Officials from the Defense Department and National Archives and Records Administration's information security and oversight office agreed that security clearance requests - the majority of which are routed through OPM - would move faster if the entire application were submitted electronically.
"Increased reliance on automation is key," said J. William Leonard, director of the archives' oversight office.
Leonard said he opposes the continued use of "gumshoe" techniques like the "neighborhood check" of a clearance applicant and said background checks instead will have to be conducted, for the most part, through digital and electronic means.
OPM already is phasing in its Electronic Questionnaires for Investigations Processing program, or e-QIP, to speed up applications. E-QIP will be able to store employees' data, making for smoother re-investigations when initial clearances expire. No OPM officials testified at the hearing.
Industry witnesses said given the current shortage of workers with classified, secret or Top Secret clearances, they are forced to make clearance status a priority over other job qualifications, and said their bottom line is taking a hit as well.
"The security clearance is the number one priority," said Doug Wagoner, chairman of the Information Technology Association of America's intelligence subcommittee, when asked by Rep. Tom Davis, R-Va., if a lesser qualified candidate would get a job with his firm simply because that person possessed a security clearance.

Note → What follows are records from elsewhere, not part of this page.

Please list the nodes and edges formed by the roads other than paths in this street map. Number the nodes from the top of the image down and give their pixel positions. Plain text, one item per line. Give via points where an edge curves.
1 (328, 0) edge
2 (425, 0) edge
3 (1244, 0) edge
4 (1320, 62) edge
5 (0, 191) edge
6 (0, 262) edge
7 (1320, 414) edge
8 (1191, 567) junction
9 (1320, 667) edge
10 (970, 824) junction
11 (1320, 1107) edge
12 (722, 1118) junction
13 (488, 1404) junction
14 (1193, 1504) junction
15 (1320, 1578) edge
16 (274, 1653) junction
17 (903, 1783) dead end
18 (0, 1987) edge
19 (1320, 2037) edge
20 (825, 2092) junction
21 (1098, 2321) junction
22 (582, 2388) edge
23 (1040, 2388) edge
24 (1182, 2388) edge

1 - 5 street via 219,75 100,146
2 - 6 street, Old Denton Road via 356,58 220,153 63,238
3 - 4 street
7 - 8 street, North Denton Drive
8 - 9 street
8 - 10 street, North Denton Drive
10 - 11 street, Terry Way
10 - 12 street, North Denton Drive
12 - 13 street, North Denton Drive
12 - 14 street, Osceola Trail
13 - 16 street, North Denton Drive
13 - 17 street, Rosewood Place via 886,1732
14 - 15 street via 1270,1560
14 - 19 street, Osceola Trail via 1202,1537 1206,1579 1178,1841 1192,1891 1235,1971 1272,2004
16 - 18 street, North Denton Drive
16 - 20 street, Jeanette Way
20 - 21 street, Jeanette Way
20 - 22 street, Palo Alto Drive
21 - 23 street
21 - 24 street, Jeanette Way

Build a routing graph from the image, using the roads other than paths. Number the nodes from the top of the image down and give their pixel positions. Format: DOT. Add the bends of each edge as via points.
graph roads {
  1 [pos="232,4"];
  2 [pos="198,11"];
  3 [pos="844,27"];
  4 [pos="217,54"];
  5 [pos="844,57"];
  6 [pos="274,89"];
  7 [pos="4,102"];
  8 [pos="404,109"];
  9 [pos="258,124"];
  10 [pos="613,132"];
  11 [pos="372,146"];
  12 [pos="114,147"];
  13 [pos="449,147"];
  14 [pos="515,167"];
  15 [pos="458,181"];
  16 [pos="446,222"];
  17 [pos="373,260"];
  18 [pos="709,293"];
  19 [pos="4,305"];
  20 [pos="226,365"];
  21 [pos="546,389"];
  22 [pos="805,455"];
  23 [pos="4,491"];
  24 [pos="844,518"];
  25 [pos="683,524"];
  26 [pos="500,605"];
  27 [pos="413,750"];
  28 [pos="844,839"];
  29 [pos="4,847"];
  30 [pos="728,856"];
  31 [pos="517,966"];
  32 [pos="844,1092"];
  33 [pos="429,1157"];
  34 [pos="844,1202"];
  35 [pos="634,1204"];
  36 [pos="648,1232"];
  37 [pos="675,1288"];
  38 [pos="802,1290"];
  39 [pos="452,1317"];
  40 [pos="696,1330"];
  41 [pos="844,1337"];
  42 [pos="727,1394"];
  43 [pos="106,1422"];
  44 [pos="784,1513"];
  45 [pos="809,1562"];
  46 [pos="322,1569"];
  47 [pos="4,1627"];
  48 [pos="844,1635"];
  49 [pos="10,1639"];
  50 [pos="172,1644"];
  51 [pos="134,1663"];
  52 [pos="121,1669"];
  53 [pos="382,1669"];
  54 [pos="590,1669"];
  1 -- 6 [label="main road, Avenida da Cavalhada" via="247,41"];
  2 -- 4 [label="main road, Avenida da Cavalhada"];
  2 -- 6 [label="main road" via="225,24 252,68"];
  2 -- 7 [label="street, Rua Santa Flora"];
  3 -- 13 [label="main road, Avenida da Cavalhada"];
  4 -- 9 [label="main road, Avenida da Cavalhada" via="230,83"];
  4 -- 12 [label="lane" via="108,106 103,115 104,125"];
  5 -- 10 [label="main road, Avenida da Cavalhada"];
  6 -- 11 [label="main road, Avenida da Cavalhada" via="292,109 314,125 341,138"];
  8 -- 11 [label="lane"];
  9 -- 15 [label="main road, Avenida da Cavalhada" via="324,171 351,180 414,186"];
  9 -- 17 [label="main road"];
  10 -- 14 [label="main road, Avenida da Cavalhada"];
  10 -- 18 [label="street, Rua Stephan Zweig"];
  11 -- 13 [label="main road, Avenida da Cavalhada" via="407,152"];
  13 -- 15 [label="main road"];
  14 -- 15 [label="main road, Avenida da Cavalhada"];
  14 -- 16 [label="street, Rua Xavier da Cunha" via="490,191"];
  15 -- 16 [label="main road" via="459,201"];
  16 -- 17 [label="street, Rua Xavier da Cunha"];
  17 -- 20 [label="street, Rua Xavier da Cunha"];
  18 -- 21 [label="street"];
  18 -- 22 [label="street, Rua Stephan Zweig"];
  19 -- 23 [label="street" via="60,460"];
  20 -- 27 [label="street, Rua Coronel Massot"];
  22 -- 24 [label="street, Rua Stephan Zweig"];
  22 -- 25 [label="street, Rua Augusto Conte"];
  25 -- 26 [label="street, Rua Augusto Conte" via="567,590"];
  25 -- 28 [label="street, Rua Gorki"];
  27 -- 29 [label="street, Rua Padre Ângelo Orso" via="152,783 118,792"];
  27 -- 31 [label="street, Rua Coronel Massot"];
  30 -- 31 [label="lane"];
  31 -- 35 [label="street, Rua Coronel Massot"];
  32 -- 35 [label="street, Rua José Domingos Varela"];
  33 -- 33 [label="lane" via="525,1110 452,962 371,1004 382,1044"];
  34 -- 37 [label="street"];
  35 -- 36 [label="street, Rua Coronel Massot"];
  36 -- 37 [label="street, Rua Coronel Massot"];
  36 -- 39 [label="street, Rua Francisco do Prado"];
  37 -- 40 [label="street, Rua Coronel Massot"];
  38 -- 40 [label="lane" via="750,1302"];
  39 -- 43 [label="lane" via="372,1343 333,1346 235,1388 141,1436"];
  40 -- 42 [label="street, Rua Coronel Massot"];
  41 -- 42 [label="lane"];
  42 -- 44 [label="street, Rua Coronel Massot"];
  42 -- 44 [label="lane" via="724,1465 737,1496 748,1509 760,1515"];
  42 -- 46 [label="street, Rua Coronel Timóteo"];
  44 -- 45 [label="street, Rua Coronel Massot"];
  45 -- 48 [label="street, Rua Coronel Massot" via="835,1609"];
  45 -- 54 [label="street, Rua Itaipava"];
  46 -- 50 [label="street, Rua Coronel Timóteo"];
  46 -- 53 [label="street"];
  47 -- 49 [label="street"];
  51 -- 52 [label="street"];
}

Wagoner, who testified also on behalf of the Security Clearance Coalition, said simply having a clearance can enhance a job offer for an applicant by 15 percent to 25 percent. He testified that using methods like digital fingerprinting and signature scanning would help speed up clearance requests.
Davis said that, beyond the cost to the private sector, federal funds are being wasted.
"For taxpayers, for industry… but particularly for taxpayers, they are paying a huge premium for people who already have security clearances," he said.
Mark Zaid, an attorney who routinely represents individuals in clearance appeal cases, said Congress should push the Government Accountability Office to investigate the appeals process as well.
Lawmakers criticized the Defense Department's Office of Hearings and Appeals, saying the agency typically will reject appeals from people who have had their clearance requests denied, but noting the Defense Department is exponentially more successful in having the clearances revoked after they are initially approved.
Zaid said the appeals office's jurisdiction should be limited to only taking cases from people challenging clearance rejections.